La itinerante definición, año a año, del inicio del horario de invierno, genera ineficiencias a un importante número de empresas, organismos públicos y educacionales, debido a los esfuerzos adicionales que se requieren para corregir el impacto que sufren sus sistemas computacionales.
Técnicamente, el tema no se resuelve con un simple “mover un parámetro”. Recordemos el caso del año 2000 (Y2K) que afectó a millones de sistemas computacionales en los cinco continentes.¡Y eso que también bastaba con “cambiar una fecha”!
La existencia del horario de verano e invierno surge históricamente por las sequías que afectaban al país y hoy se refuerza dada nuestra crisis energética.
El ahorro en el consumo eléctrico que la medida horaria produce, a pesar de ser de una magnitud menor, es paliativa de la crisis energética y de los continuos años de sequía. Como el fenómeno del cambio climático tiende a disminuir las lluvias en el país, es conveniente contar con mayor luz de día para consumir menos electricidad.
Lo central de esta discusión es que si asumimos la tendencia en la disminución de las lluvias, se podría fijar un par de fechas por ley que permitan maximizar el uso de luz natural durante el año y evitar la incertidumbre de no tener establecido un cambio de horario con anticipación.

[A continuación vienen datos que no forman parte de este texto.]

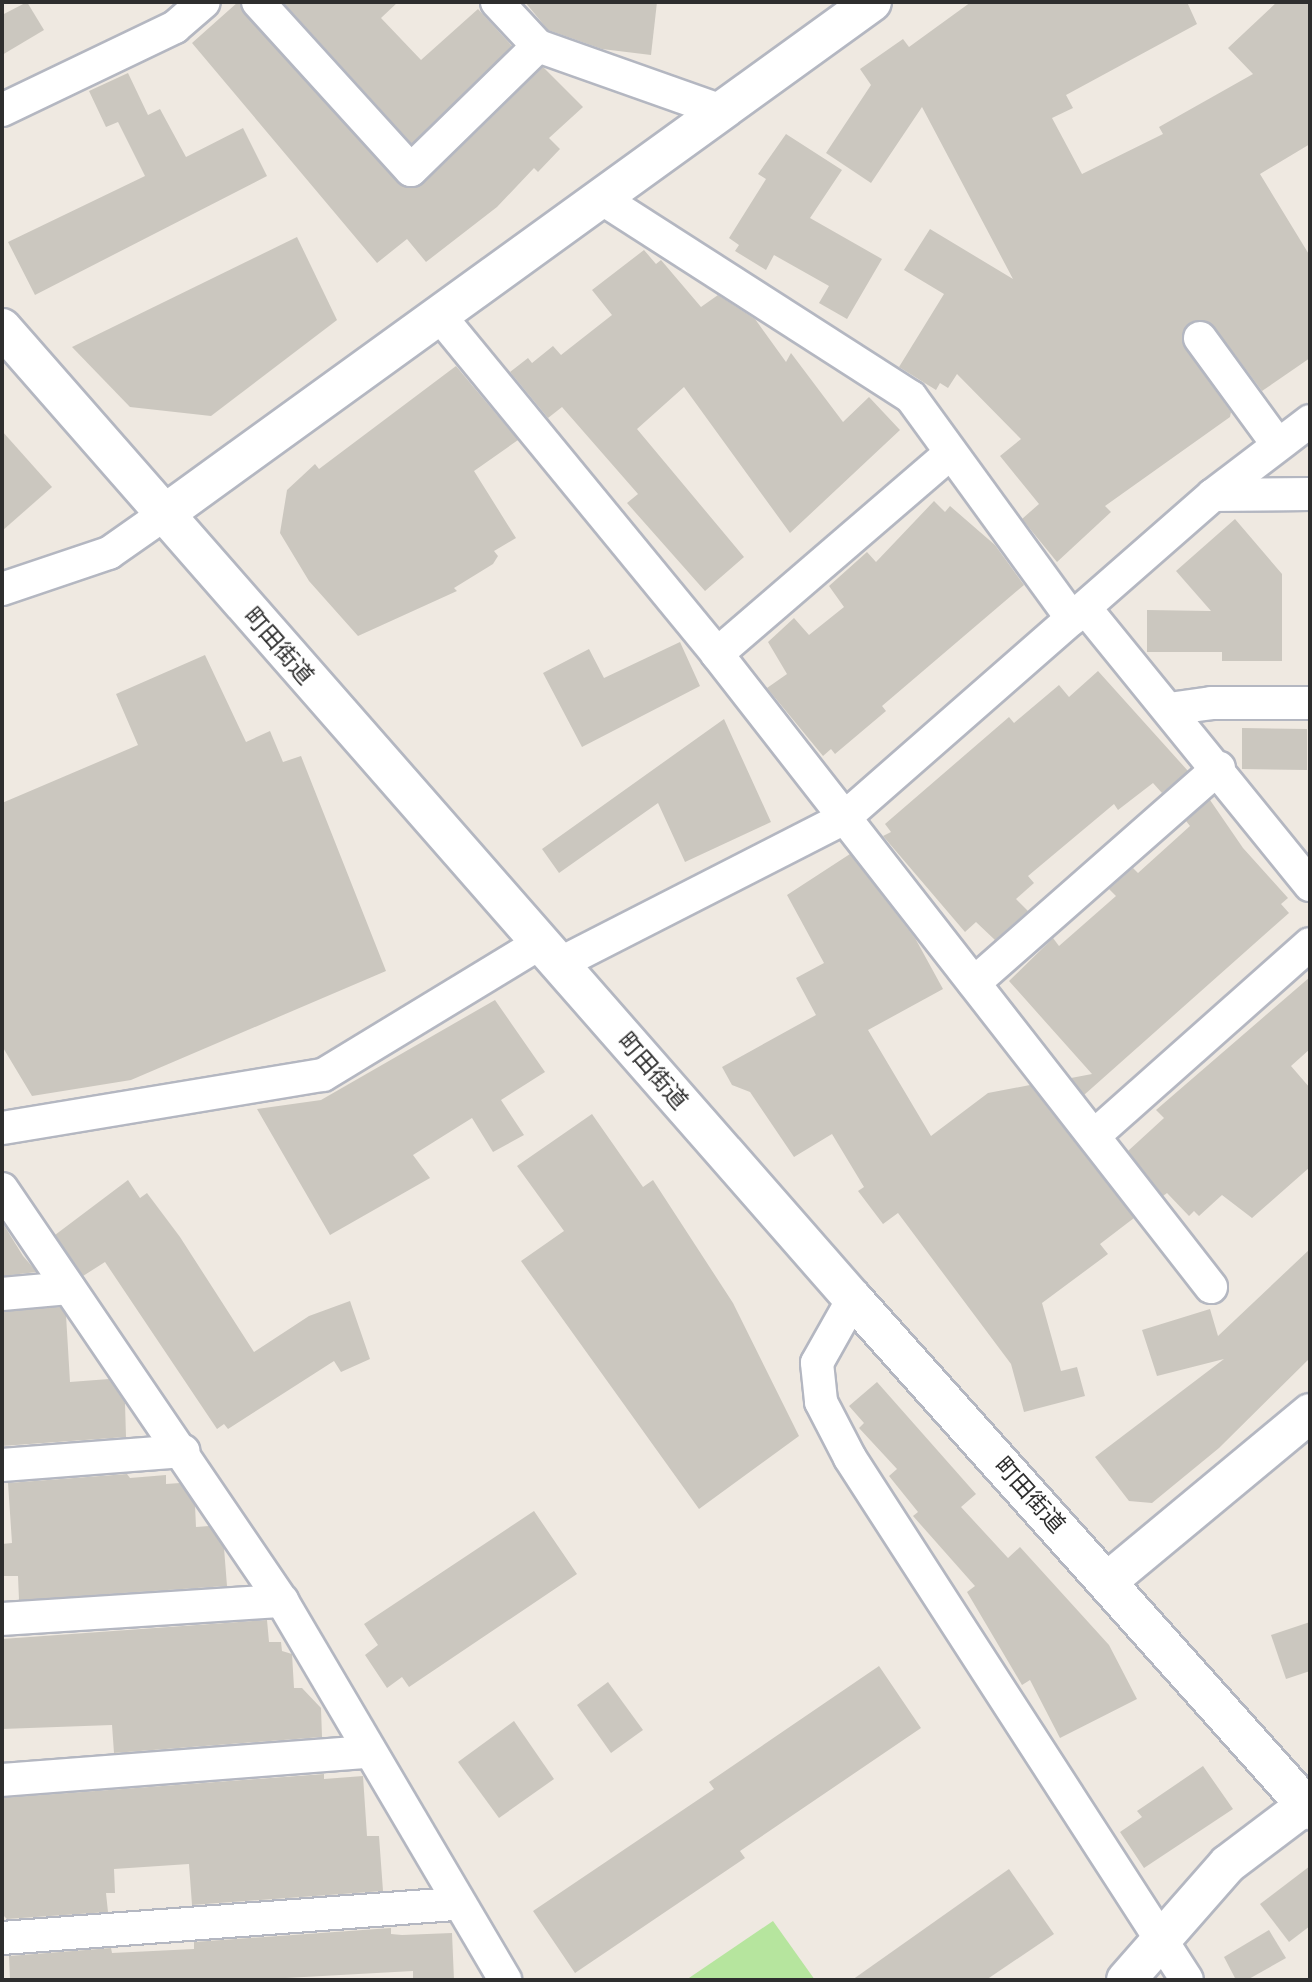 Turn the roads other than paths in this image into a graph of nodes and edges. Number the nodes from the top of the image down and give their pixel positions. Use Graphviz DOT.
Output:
graph roads {
  1 [pos="204,2"];
  2 [pos="258,2"];
  3 [pos="497,2"];
  4 [pos="872,2"];
  5 [pos="537,46"];
  6 [pos="2,110"];
  7 [pos="722,111"];
  8 [pos="601,198"];
  9 [pos="439,315"];
  10 [pos="2,328"];
  11 [pos="1200,338"];
  12 [pos="1310,421"];
  13 [pos="1278,445"];
  14 [pos="951,453"];
  15 [pos="1310,494"];
  16 [pos="1213,495"];
  17 [pos="163,515"];
  18 [pos="2,589"];
  19 [pos="1078,613"];
  20 [pos="717,654"];
  21 [pos="1310,703"];
  22 [pos="1169,709"];
  23 [pos="1219,768"];
  24 [pos="844,818"];
  25 [pos="1310,885"];
  26 [pos="1310,944"];
  27 [pos="549,953"];
  28 [pos="974,984"];
  29 [pos="2,1128"];
  30 [pos="1096,1134"];
  31 [pos="2,1188"];
  32 [pos="1211,1287"];
  33 [pos="69,1288"];
  34 [pos="2,1294"];
  35 [pos="853,1299"];
  36 [pos="1310,1413"];
  37 [pos="183,1451"];
  38 [pos="2,1465"];
  39 [pos="1108,1581"];
  40 [pos="282,1601"];
  41 [pos="2,1619"];
  42 [pos="368,1752"];
  43 [pos="2,1780"];
  44 [pos="1308,1807"];
  45 [pos="459,1904"];
  46 [pos="2,1938"];
  47 [pos="1163,1939"];
  48 [pos="505,1980"];
  49 [pos="1126,1980"];
  50 [pos="1187,1980"];
  1 -- 6 [label="street"];
  2 -- 5 [label="street"];
  3 -- 5 [label="street"];
  4 -- 7 [label="main road"];
  5 -- 7 [label="street"];
  7 -- 8 [label="main road"];
  8 -- 9 [label="main road"];
  8 -- 14 [label="street"];
  9 -- 17 [label="main road"];
  9 -- 20 [label="street"];
  10 -- 17 [label="main road, 町田街道"];
  11 -- 13 [label="street"];
  12 -- 13 [label="street"];
  13 -- 16 [label="street"];
  14 -- 19 [label="street"];
  14 -- 20 [label="street"];
  15 -- 16 [label="street"];
  16 -- 19 [label="street"];
  17 -- 18 [label="street"];
  17 -- 27 [label="main road, 町田街道"];
  19 -- 22 [label="street"];
  19 -- 24 [label="street"];
  20 -- 24 [label="street"];
  21 -- 22 [label="street"];
  22 -- 23 [label="street"];
  23 -- 25 [label="street"];
  23 -- 28 [label="street"];
  24 -- 27 [label="street"];
  24 -- 28 [label="street"];
  26 -- 30 [label="street"];
  27 -- 29 [label="street"];
  27 -- 35 [label="main road, 町田街道"];
  28 -- 30 [label="street"];
  30 -- 32 [label="street"];
  31 -- 33 [label="street"];
  33 -- 34 [label="street"];
  33 -- 37 [label="street"];
  35 -- 39 [label="main road, 町田街道"];
  35 -- 47 [label="street"];
  36 -- 39 [label="main road"];
  37 -- 38 [label="street"];
  37 -- 40 [label="street"];
  39 -- 44 [label="main road, 町田街道"];
  40 -- 41 [label="street"];
  40 -- 42 [label="street"];
  42 -- 43 [label="street"];
  42 -- 45 [label="street"];
  44 -- 47 [label="main road"];
  45 -- 46 [label="street"];
  45 -- 48 [label="street"];
  47 -- 49 [label="main road"];
  47 -- 50 [label="street"];
}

Así, los proveedores tecnológicos podrían gestionar mejor los softwares que proveen a las empresas nacionales, ya que el parámetro de cambio de horario de Chile sería totalmente conocido.
De esta forma evitaríamos caer en las odiosas ineficiencias producidas por una medida sustentada en predicciones hidrológicas. Ahorremos también en nuestros escasos recursos humanos.